18-02-2023 16:54 - Opinioni
GD - Roma, 18 feb. 23 - Da quando, un anno fa, è iniziato il conflitto russo-ucraino, il mondo intero si chiede come andrà a finire. Al principio, almeno in teoria, c’era poco spazio per i dubbi: secondo il ranking 2022 di “Global firepower” la seconda potenza militare globale aggrediva la ventiduesima e l’esito appariva scontato.
Oggi sappiamo che non è andata così, a causa soprattutto di un imprevedibile fattore esterno: l’aiuto occidentale all’Ucraina.
Nessuno – né l’Ucraina, né la Russia, né lo stesso Occidente - poteva prevedere la portata eccezionale e le spettacolari conseguenze dell’assistenza di NATO e UE al Paese aggredito, sotto forma di denaro, armi e intelligence.
L’altro fattore di cui tener conto, e che non è in alcun modo possibile “compensare”, è l’arsenale nucleare russo, il maggiore del pianeta.
La “passeggiata militare” a Kyiv, sognata dal presidente Putin, si è trasformata in un conflitto “d’attrito”, con il 20 per cento di territorio ucraino in mano russa, e di natura assolutamente “esistenziale” per i due contendenti. Né Putin né l’omologo ucraino Zelensky possono permettersi vistosi passi indietro: sarebbe la fine della loro narrazione e della loro carriera politica. Entrambi ostentano ottimismo sul corso della guerra.
Al Cremlino sembrano convinti che il fronte del sostegno americano ed europeo all’Ucraina s’incrinerà quando i costi del conflitto, diretti e indiretti, aumenteranno ancora e sarà evidente il fallimento del tentativo di soffocare economicamente la Russia e isolarla politicamente.
A Kyiv pensano il contrario: che gli aiuti occidentali aumenteranno e consentiranno non solo di resistere ma di riconquistare il territorio perduto. La 59.a edizione della Conferenza di Monaco sulla Sicurezza che si è aperta ieri rispecchia questo stato di cose: per la prima volta da vent’anni non sono stati invitati i russi. E non ci sono neppure gli iraniani. Impossibile sperare in qualche passo avanti.
Del resto, la vittoria completa di una delle parti al momento non pare possibile. Molti indizi fanno pensare che i russi ci riproveranno con una grande offensiva, ma già l’anno scorso, quando la situazione era più favorevole, non sono riusciti a prendere Kyiv, cacciare Zelensky e sostituirlo con un presidente filorusso. Quanto agli ucraini, anche se respingessero i russi oltre confine, non eliminerebbero la minaccia rappresentata dal potente vicino.

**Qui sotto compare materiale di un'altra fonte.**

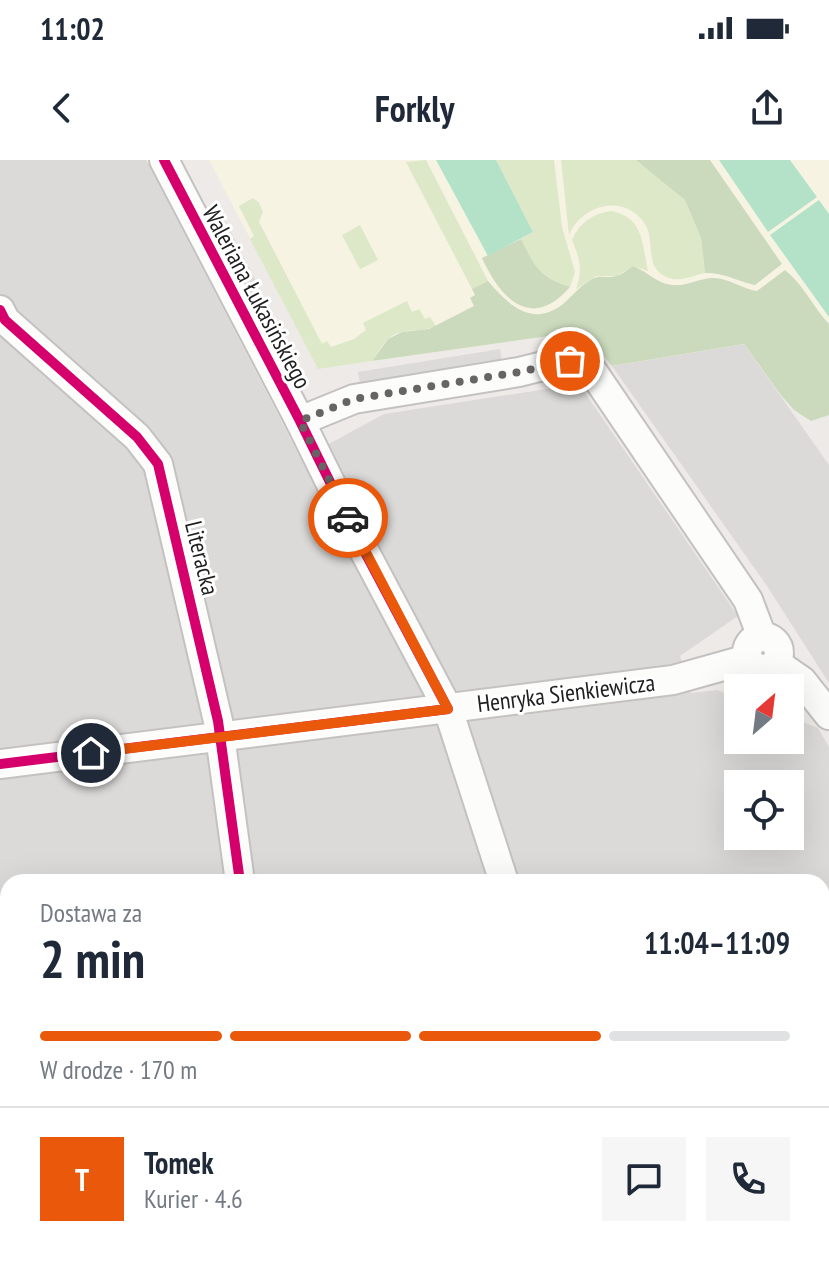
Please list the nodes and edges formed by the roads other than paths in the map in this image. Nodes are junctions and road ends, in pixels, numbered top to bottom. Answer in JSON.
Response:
{"nodes":[{"id":1,"x":164,"y":160,"type":"edge"},
{"id":2,"x":0,"y":310,"type":"edge"},
{"id":3,"x":300,"y":421,"type":"junction"},
{"id":4,"x":762,"y":653,"type":"junction"},
{"id":5,"x":448,"y":709,"type":"junction"},
{"id":6,"x":829,"y":715,"type":"edge"},
{"id":7,"x":221,"y":737,"type":"junction"},
{"id":8,"x":0,"y":764,"type":"edge"},
{"id":9,"x":239,"y":874,"type":"edge"},
{"id":10,"x":501,"y":874,"type":"edge"}],
"edges":[{"from":1,"to":3,"type":"street","name":"Waleriana Łukasińskiego"},
{"from":2,"to":7,"type":"street","name":"Literacka"},
{"from":3,"to":4,"type":"street"},
{"from":3,"to":5,"type":"street","name":"Waleriana Łukasińskiego"},
{"from":4,"to":5,"type":"street","name":"Henryka Sienkiewicza"},
{"from":4,"to":6,"type":"street"},
{"from":5,"to":7,"type":"street","name":"Henryka Sienkiewicza"},
{"from":5,"to":10,"type":"street","name":"Waleriana Łukasińskiego"},
{"from":7,"to":8,"type":"street","name":"Henryka Sienkiewicza"},
{"from":7,"to":9,"type":"street","name":"Literacka"}]}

Neppure un cambio di regime a Mosca, che non è alle viste, potrebbe garantire il risultato. Assai improbabile, per quanto argomentato sopra, anche un vero e proprio accordo di pace. L’intesa dovrebbe regolare una serie di questioni molto complicate: l’assetto territoriale, le riparazioni e la ricostruzione, la fine delle sanzioni a carico della Federazione russa. Ci vorrebbe una dose speciale di “buona volontà” di cui non si vede traccia.
Resta in piedi l’ipotesi del cessate-il-fuoco, un armistizio sulla linea del fronte, un “congelamento” del conflitto secondo il collaudato modello coreano.

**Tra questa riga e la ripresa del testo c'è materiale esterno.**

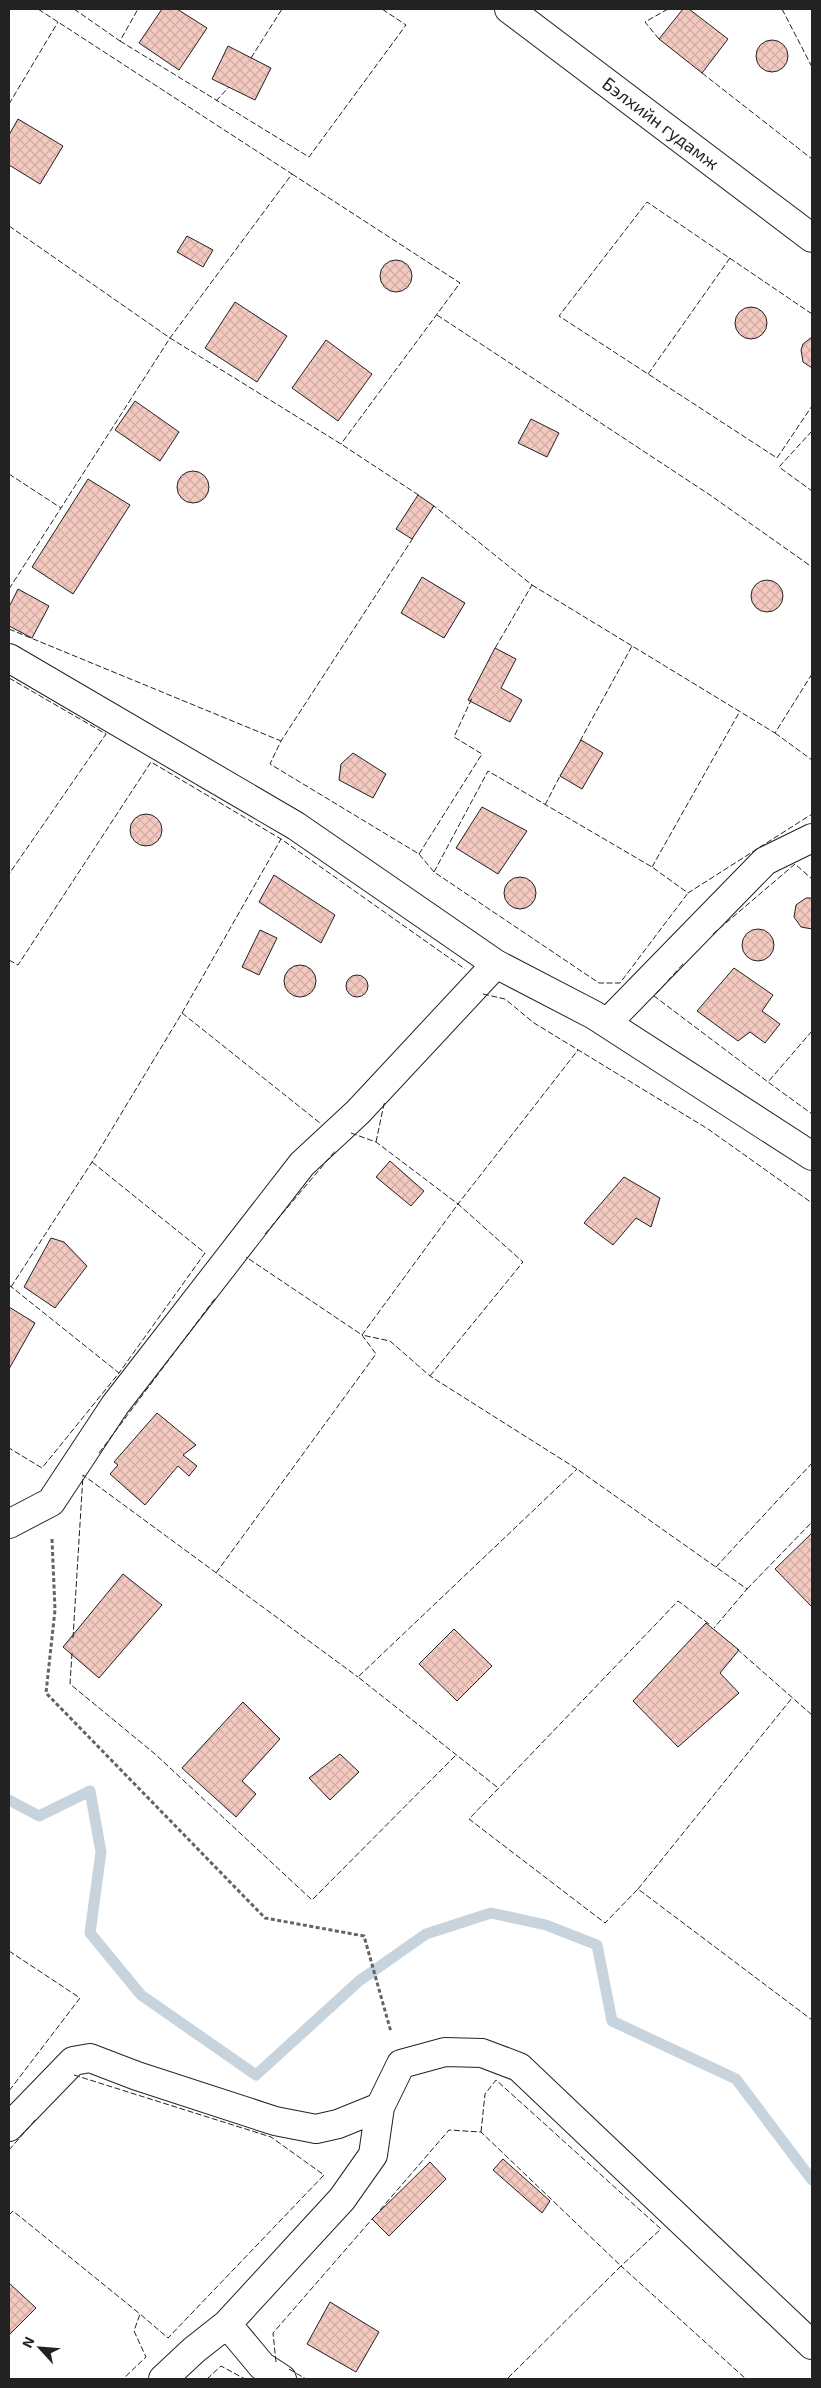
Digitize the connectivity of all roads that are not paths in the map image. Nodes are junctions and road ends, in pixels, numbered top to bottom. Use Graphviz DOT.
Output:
graph roads {
  1 [pos="509,9"];
  2 [pos="812,238"];
  3 [pos="9,658"];
  4 [pos="812,838"];
  5 [pos="496,964"];
  6 [pos="607,1023"];
  7 [pos="812,1156"];
  8 [pos="9,1524"];
  9 [pos="380,2107"];
  10 [pos="9,2127"];
  11 [pos="227,2324"];
  12 [pos="812,2345"];
  13 [pos="163,2379"];
  14 [pos="282,2379"];
  1 -- 2 [label="street, Бэлхийн гудамж"];
  3 -- 5 [label="street"];
  4 -- 6 [label="street"];
  5 -- 6 [label="street"];
  5 -- 8 [label="street"];
  6 -- 7 [label="street"];
  9 -- 10 [label="street"];
  9 -- 11 [label="street"];
  9 -- 12 [label="street"];
  11 -- 13 [label="street"];
  11 -- 14 [label="street"];
}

Quest’esito, considerato dalla maggioranza degli osservatori il più probabile, dipende in ultima analisi dall’atteggiamento degli Stati Uniti, che guidano la coalizione occidentale. Un recente studio del think tank americano “Rand corporation”, firmato da Samuel Charap e Miranda Priebe, suggerisce che è interesse di Washington evitare la “guerra lunga” alla quale Mosca si sta inequivocabilmente preparando e favorire i negoziati per l’armistizio. I costi e i rischi di una lunga guerra in Ucraina, affermano gli autori, sono significativi e superano i possibili benefici per gli Stati Uniti.
Non si tratta solo delle risorse necessarie per sostenere l’Ucraina durante e dopo la guerra, né solo dei deprimenti effetti del conflitto sull’economia globale, ma della cruciale esigenza di concentrare le forze su altre priorità: a cominciare dal confronto globale con la Cina, colpevolmente trascurato nel ventennio dopo l’11 settembre, con le conseguenze oggi evidenti.
Soprattutto, il prolungamento del conflitto in Ucraina aumenta a dismisura il rischio di provocare due sviluppi che i leader politici e militari americani hanno ribadito più volte di voler scongiurare: il ricorso dei russi ad armi nucleari tattiche, soluzione considerata assolutamente credibile in caso di difficoltà insormontabili sul campo, e lo scontro diretto NATO-Russia.
Già ora l’”orologio dell’Apocalisse” ticchetta spaventosamente vicino alla mezzanotte dell’umanità. Questi eventi rischierebbero di far scattare l’ora X.
Sebbene Washington non possa da sola determinare la durata della guerra, può adottare misure che rendano più probabile un'eventuale fine negoziata del conflitto.
Finora l’amministrazione Biden ha ritenuto opportuno investire somme ingentissime nella difesa dell’Ucraina per indebolire la Russia di Putin, rivitalizzare e allargare la NATO, e costringere gli alleati europei ad assumersi maggiori responsabilità, aumentando le spese militari. “Fatto”, ma adesso? Man mano che cresceranno costi e rischi della guerra, affermano Charap e Priebe, il calcolo potrebbe cambiare. E Washington potrebbe usare la “leva” degli aiuti bellici, riducendoli gradualmente, o degli investimenti per la ricostruzione, promettendo impegni sempre maggiori, per superare il “tabù” del “negoziato con l’aggressore”.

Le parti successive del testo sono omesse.